For control of fruit virus diseases, several different strategies have been developed including detection and eradication of virus-infected plants, grafting technology, eradication programs, and transgenic methods (Rowhani et al., 1995; Mathews, 2010). Control methods depend on proper identification of diseases and the causal agents. Therefore, early diagnosis and monitoring of crops are among the most important means to control temperate fruit plant viruses and viroids (Kovalskaya and Hammond, 2014; Loebenstein and Katis, 2014). Our findings indicate that three viruses and one viroid are gradually spread in Korea pear cultivation fields, which should help to minimize the possible spread of potentially harmful viruses and viroids.
Viruses and viroids of pome fruit spread mainly through vegetative propagation and grafting.
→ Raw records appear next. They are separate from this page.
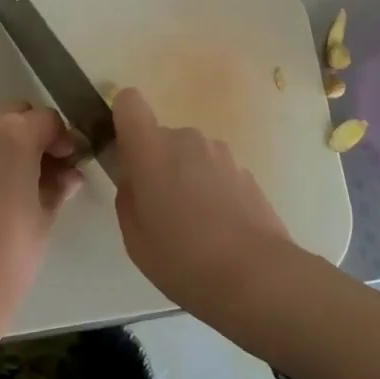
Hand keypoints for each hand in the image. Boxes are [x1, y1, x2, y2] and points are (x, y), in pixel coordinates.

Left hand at [0, 103, 81, 331]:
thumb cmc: (11, 252)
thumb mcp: (45, 215)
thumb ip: (59, 185)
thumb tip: (69, 174)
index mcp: (15, 136)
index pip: (48, 120)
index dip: (63, 140)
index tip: (69, 164)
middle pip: (15, 114)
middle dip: (33, 134)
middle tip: (43, 170)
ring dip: (4, 142)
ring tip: (14, 180)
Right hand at [112, 89, 289, 312]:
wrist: (256, 275)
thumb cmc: (183, 258)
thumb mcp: (135, 237)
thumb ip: (129, 197)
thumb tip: (136, 181)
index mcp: (152, 150)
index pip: (129, 103)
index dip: (123, 120)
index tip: (124, 152)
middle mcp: (187, 140)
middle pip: (161, 138)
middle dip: (156, 164)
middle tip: (159, 210)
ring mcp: (221, 154)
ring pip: (190, 156)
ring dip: (186, 178)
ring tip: (192, 226)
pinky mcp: (246, 172)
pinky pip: (215, 172)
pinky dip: (211, 191)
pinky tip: (218, 230)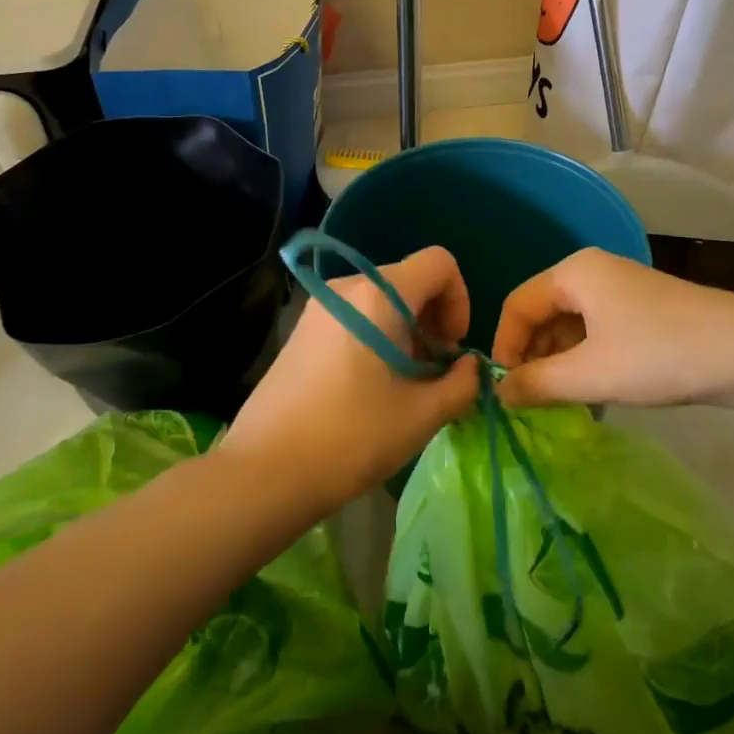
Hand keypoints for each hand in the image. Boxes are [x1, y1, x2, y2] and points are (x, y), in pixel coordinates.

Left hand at [221, 246, 479, 516]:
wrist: (265, 471)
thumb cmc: (352, 437)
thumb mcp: (422, 415)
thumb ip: (462, 383)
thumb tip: (469, 367)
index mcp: (380, 294)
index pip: (439, 263)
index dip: (459, 300)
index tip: (450, 348)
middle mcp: (348, 286)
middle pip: (410, 280)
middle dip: (433, 320)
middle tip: (432, 373)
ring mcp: (320, 305)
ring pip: (383, 299)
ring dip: (406, 331)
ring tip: (403, 384)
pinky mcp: (304, 327)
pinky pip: (357, 314)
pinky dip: (378, 336)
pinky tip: (370, 384)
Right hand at [491, 248, 733, 409]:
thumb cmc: (659, 354)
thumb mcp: (590, 374)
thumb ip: (536, 383)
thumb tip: (497, 394)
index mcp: (573, 273)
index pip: (517, 305)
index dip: (504, 348)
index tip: (503, 391)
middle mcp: (592, 273)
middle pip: (543, 314)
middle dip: (532, 358)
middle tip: (531, 403)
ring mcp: (621, 291)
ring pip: (571, 327)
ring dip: (560, 365)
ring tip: (561, 405)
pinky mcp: (643, 312)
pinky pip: (597, 334)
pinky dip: (587, 363)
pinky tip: (593, 397)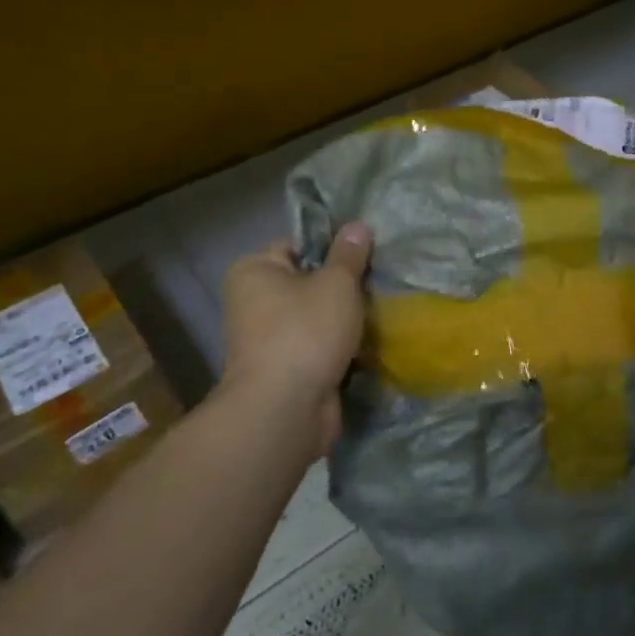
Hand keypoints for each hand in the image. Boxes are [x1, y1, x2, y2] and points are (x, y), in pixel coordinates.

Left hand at [220, 224, 373, 458]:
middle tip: (379, 283)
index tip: (365, 254)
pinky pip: (319, 348)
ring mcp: (268, 340)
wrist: (286, 410)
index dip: (332, 247)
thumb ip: (349, 254)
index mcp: (254, 271)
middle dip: (343, 287)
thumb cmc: (305, 332)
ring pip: (317, 318)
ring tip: (380, 312)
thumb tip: (357, 225)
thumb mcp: (336, 283)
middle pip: (309, 282)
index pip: (297, 245)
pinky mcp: (286, 370)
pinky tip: (371, 344)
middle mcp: (254, 302)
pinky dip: (340, 348)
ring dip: (345, 320)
ACLSV, ASPV, ASGV, and ApMV do not have any known insect vectors and are not transmitted through seeds (Pedrazzoli et al., 2008). These viruses are transmitted when a virus-infected scion bud is grafted onto a healthy rootstock or onto a previously virus-infected rootstock. Thus, occurrence of viral distribution among pear cultivars might be related to their transmission pathways. It is important to continue investigations and analyses of the occurrence of viral infections, as such studies may contribute the success of certification programs for pome fruits in Korea.